PCA is an unsupervised method, meaning it relies solely on a set of features $X_1, X_2, \dots, X_M$ without considering any associated response variable $Y$. Although its primary use is for dimensionality reduction, it is also applied in supervised learning problems, for example, by using the principal components as predictors in machine learning algorithms instead of the larger original set of variables. Additionally, PCA is a powerful tool for data visualization.

PCA transforms the data into a new coordinate system where the principal components represent the greatest variability in the data. These components are sequences of unit vectors that optimally fit the data, minimizing the average squared perpendicular distance between the points and the line. The directions of the principal components correspond to those in the feature space along which the data show the greatest variability, defining lines and subspaces that closely approximate the data cloud.

One of the main advantages of PCA is its ability to summarize a large set of correlated variables into a smaller number of representative variables that, together, explain most of the variability of the original set. This is especially useful in contexts with a large number of variables, where visualizing the data becomes a challenge. For example, if you have $N$ observations and a set of $M$ features $X_1, X_2, \dots, X_M$, you could generate $\binom{M}{2} = \frac{M(M - 1)}{2}$ scatterplots to visualize the data. This means that for $M = 10$, there would be 45 possible scatterplots, which can become impractical if $M$ is large. Moreover, it's likely that none of these plots alone would be informative, as each captures only a fraction of the total information. Clearly, a more efficient method is needed to visualize the $N$ observations when $M$ is large, and this is where PCA is particularly useful.

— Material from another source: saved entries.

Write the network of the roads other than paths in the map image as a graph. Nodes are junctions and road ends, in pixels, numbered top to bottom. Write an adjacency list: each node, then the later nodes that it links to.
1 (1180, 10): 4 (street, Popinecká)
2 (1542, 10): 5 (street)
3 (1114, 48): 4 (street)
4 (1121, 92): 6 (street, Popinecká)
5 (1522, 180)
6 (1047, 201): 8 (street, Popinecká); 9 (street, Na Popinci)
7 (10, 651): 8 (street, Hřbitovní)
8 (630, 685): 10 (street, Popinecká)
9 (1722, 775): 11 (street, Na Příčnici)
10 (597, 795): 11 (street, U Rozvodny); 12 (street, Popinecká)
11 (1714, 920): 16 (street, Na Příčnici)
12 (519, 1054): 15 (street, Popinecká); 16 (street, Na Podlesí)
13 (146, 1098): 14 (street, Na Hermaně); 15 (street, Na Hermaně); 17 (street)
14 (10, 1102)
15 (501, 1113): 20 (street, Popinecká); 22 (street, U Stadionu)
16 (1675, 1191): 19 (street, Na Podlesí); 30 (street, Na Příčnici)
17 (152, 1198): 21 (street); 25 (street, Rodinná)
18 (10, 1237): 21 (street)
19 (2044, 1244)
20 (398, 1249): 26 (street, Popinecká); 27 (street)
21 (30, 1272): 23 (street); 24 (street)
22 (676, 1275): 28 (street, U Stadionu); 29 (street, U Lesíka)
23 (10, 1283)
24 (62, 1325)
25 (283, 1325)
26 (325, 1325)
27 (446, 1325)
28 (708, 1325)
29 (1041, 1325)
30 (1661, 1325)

PCA allows for finding a low-dimensional representation of the data that captures as much variation as possible. While each of the $N$ observations resides in an $M$-dimensional space, not all of these dimensions are equally relevant. PCA identifies a small number of dimensions that are the most interesting, where the degree of interest is measured by the amount of variation in the observations along each dimension. Each of these dimensions is a linear combination of the original $M$ features.

Therefore, PCA provides an effective solution for dimensionality reduction and data visualization in a low-dimensional space. For example, if two principal components can be derived that capture most of the variability in the data, the observations can be represented in a two-dimensional scatterplot, making it easier to identify patterns and clusters of related data.


## PCA Recipe

In what follows, we explain the procedure for finding the principal components. Before diving into the details, it's worth noting that in PCA, the variables should be centered so that they have a mean of zero. Additionally, the results obtained when performing PCA also depend on whether the variables have been individually scaled (i.e., each multiplied by a different constant).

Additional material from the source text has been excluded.